**PROVIDED DATA:**
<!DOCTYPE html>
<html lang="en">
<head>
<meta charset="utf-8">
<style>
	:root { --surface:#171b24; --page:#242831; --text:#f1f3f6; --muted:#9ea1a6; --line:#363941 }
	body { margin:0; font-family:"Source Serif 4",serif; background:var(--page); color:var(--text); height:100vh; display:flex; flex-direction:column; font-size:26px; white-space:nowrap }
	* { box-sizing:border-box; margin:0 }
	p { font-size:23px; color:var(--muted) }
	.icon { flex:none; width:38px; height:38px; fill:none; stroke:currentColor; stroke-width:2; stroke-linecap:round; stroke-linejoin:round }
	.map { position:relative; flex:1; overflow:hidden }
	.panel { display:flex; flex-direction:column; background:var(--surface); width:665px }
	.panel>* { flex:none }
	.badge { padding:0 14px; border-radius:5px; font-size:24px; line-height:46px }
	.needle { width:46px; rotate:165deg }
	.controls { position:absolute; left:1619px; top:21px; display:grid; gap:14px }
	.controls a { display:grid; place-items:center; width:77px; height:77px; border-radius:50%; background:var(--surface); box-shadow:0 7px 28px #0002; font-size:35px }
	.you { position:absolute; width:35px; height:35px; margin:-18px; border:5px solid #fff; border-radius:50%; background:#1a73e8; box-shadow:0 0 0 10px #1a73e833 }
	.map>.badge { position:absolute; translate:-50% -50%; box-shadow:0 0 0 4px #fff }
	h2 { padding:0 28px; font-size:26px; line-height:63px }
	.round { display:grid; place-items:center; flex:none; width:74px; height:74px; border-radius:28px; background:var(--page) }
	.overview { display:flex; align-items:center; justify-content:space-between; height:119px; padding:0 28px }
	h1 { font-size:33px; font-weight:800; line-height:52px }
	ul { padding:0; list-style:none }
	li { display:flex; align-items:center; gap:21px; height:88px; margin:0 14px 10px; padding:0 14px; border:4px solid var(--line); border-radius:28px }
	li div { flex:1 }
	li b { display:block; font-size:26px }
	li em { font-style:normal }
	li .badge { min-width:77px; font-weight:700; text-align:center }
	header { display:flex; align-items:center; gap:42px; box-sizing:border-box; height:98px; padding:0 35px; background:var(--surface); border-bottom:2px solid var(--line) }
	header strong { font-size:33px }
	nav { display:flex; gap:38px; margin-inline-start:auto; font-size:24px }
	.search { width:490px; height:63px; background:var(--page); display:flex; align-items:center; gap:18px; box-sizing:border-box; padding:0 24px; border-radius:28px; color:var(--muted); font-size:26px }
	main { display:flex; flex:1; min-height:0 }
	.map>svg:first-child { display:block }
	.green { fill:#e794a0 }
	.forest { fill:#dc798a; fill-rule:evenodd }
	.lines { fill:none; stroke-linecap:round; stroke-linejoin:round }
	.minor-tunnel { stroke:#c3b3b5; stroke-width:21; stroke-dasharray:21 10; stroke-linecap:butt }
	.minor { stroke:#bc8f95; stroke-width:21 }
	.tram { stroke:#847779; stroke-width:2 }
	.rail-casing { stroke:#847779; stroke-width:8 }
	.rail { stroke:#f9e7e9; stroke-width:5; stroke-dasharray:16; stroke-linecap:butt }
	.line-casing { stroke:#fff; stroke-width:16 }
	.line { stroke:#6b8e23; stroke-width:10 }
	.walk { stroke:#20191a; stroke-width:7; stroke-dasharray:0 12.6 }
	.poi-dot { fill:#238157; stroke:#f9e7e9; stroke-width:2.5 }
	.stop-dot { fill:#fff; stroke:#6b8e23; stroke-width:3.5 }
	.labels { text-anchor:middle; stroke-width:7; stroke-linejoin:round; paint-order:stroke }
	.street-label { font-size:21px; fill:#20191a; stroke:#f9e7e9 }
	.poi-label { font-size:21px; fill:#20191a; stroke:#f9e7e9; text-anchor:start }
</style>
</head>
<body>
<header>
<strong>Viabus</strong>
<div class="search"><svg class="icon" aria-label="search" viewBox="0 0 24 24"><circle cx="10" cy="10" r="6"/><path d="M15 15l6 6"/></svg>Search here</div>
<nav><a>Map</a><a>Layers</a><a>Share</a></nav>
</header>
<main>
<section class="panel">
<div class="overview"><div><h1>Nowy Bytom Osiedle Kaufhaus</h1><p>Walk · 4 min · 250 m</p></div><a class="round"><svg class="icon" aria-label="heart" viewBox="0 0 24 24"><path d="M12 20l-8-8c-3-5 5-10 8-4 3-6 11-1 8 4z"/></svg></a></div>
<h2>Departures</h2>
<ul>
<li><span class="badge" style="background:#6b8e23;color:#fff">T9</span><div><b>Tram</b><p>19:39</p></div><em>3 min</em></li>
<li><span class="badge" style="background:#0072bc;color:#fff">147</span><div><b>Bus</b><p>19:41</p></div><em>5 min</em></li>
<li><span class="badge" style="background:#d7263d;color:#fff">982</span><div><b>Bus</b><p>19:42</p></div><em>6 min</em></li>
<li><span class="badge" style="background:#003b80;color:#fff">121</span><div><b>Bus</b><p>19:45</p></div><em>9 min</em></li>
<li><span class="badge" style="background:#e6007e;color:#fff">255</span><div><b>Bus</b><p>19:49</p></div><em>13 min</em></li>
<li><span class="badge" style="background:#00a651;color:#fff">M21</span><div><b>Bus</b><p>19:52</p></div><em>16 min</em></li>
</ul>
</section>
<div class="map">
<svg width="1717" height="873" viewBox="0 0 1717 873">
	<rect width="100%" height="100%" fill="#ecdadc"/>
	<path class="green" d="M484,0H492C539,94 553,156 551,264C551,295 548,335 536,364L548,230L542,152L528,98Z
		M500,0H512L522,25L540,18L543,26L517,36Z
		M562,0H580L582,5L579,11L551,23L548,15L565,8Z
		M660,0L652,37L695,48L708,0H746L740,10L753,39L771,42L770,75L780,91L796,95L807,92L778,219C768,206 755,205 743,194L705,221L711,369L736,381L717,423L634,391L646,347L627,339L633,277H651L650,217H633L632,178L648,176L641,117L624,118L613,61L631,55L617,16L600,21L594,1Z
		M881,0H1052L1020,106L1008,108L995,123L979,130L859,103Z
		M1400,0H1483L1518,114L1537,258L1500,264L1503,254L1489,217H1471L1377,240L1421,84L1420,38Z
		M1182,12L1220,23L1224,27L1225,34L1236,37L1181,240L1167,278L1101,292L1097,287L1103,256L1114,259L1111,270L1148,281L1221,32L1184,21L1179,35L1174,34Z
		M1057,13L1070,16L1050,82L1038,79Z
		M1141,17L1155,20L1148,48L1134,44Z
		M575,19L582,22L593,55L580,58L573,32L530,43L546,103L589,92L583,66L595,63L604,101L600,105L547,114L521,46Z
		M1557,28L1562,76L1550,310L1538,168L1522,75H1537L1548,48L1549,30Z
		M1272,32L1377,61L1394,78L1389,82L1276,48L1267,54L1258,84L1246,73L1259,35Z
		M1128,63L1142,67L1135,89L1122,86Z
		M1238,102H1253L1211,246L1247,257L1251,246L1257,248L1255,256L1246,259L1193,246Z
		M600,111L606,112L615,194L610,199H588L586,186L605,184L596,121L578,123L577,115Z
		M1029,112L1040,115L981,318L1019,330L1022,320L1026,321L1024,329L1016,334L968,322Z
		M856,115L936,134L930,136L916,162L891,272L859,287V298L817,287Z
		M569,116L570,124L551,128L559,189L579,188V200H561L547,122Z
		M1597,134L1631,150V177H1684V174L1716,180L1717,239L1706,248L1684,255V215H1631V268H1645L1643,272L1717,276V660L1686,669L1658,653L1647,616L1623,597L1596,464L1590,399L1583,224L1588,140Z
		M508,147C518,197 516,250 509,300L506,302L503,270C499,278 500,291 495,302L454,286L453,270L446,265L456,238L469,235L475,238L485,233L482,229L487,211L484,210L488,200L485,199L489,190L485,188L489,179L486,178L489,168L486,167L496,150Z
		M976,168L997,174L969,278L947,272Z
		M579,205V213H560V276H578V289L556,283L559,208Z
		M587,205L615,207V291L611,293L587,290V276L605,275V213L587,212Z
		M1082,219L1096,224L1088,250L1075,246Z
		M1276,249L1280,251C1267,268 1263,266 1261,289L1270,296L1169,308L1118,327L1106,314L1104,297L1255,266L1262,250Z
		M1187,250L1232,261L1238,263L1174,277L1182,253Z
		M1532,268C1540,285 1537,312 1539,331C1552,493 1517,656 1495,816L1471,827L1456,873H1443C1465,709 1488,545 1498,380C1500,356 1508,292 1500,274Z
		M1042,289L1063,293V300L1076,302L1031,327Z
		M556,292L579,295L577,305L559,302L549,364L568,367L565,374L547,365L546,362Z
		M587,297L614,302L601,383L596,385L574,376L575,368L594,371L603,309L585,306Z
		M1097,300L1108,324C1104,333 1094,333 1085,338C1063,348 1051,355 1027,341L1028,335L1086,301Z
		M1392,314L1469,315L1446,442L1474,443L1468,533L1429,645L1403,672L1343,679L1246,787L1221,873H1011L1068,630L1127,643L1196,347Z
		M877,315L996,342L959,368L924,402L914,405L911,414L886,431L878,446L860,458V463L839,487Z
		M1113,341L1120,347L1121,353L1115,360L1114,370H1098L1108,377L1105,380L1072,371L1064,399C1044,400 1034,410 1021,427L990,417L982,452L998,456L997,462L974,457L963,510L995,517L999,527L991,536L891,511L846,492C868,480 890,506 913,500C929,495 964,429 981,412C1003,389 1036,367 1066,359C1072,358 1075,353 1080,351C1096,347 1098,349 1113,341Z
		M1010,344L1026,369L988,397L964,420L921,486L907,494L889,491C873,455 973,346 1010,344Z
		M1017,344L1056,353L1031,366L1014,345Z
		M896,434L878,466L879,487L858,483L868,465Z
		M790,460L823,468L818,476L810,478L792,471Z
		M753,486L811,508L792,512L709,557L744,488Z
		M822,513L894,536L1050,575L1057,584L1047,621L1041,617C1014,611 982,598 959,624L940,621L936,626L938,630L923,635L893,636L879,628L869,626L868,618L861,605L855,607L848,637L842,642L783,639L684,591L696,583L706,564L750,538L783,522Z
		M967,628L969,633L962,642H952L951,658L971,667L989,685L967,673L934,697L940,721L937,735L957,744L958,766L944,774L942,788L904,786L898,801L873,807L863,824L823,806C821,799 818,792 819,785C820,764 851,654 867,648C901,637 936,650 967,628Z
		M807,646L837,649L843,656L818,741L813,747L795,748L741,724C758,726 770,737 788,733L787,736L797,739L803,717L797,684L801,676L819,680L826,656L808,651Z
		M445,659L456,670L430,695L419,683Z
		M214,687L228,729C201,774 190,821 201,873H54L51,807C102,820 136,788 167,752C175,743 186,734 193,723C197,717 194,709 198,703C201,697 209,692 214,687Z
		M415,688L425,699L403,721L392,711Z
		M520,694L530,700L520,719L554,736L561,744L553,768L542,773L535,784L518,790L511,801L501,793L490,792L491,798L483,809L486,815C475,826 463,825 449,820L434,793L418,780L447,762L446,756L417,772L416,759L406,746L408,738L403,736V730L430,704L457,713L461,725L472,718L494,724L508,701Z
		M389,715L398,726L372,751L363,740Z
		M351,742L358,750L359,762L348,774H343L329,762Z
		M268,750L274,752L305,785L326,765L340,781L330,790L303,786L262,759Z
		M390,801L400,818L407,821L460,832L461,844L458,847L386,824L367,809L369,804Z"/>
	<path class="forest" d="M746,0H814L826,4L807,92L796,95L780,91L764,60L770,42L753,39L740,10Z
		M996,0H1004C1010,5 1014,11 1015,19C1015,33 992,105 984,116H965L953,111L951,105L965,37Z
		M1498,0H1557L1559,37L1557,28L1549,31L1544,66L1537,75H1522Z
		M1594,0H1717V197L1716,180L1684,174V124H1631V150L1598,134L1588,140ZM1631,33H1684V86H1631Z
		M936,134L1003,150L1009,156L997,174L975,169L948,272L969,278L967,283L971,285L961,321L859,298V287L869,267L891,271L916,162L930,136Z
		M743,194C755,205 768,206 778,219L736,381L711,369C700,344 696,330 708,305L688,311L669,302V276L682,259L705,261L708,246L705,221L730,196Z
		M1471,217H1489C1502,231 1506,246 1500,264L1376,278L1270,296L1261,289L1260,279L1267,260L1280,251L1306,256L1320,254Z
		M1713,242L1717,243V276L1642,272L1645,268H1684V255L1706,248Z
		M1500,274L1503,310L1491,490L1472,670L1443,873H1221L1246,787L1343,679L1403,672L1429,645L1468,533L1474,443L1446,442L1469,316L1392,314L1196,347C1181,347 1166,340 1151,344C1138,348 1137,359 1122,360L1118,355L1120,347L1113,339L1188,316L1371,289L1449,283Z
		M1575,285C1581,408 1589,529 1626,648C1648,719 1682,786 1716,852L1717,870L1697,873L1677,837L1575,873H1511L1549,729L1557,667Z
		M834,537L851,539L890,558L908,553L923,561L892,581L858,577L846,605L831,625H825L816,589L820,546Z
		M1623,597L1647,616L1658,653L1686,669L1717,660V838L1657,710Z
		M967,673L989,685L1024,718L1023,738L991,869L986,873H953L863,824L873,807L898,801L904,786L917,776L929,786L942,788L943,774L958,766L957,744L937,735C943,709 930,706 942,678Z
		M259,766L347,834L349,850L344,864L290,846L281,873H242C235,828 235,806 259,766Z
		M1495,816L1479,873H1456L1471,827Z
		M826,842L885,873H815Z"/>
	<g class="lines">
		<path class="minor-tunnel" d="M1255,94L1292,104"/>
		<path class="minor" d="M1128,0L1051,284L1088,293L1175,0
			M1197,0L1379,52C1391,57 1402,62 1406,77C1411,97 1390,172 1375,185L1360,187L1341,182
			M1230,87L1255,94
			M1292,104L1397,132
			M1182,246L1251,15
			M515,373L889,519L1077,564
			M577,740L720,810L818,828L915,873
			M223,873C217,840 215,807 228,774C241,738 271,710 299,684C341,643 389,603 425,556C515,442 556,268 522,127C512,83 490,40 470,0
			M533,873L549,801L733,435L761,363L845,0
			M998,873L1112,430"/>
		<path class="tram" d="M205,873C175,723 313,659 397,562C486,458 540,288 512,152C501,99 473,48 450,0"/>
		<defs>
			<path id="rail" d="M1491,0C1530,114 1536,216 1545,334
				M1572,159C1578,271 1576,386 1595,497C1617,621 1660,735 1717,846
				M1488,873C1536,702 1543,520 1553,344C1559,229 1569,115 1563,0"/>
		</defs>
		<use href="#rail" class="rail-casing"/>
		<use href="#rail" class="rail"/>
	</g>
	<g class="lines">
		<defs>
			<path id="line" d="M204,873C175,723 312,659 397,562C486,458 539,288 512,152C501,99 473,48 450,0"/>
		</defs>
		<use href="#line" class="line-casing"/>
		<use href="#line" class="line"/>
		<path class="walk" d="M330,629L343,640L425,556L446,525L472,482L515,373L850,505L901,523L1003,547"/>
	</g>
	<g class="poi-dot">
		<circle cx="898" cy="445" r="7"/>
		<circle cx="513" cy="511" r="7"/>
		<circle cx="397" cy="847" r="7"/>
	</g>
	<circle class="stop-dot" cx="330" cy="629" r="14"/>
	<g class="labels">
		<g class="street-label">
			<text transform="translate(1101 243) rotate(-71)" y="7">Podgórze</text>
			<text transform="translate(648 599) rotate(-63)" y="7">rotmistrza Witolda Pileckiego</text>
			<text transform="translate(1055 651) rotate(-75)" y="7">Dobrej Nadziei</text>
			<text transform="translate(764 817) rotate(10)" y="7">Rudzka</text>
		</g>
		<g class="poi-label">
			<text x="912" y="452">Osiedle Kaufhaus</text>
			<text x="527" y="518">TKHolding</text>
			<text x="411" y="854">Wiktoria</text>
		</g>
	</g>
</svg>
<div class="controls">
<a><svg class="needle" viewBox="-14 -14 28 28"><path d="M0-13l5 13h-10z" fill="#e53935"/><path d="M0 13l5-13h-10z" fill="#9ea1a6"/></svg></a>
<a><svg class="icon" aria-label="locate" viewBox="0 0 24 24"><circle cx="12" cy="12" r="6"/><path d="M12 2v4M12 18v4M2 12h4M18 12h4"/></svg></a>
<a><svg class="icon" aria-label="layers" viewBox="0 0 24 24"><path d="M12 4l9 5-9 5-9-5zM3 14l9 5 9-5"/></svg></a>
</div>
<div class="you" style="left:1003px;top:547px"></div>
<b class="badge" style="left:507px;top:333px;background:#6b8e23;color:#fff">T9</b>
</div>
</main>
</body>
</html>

**WHAT IS EXPECTED:**
Up to and including the line with "position:absolute; left:1619px; top:21px;", restate the records above word for word from the very first line.

**TASK RESULT:**
<!DOCTYPE html>
<html lang="en">
<head>
<meta charset="utf-8">
<style>
	:root { --surface:#171b24; --page:#242831; --text:#f1f3f6; --muted:#9ea1a6; --line:#363941 }
	body { margin:0; font-family:"Source Serif 4",serif; background:var(--page); color:var(--text); height:100vh; display:flex; flex-direction:column; font-size:26px; white-space:nowrap }
	* { box-sizing:border-box; margin:0 }
	p { font-size:23px; color:var(--muted) }
	.icon { flex:none; width:38px; height:38px; fill:none; stroke:currentColor; stroke-width:2; stroke-linecap:round; stroke-linejoin:round }
	.map { position:relative; flex:1; overflow:hidden }
	.panel { display:flex; flex-direction:column; background:var(--surface); width:665px }
	.panel>* { flex:none }
	.badge { padding:0 14px; border-radius:5px; font-size:24px; line-height:46px }
	.needle { width:46px; rotate:165deg }
	.controls { position:absolute; left:1619px; top:21px; display:grid; gap:14px }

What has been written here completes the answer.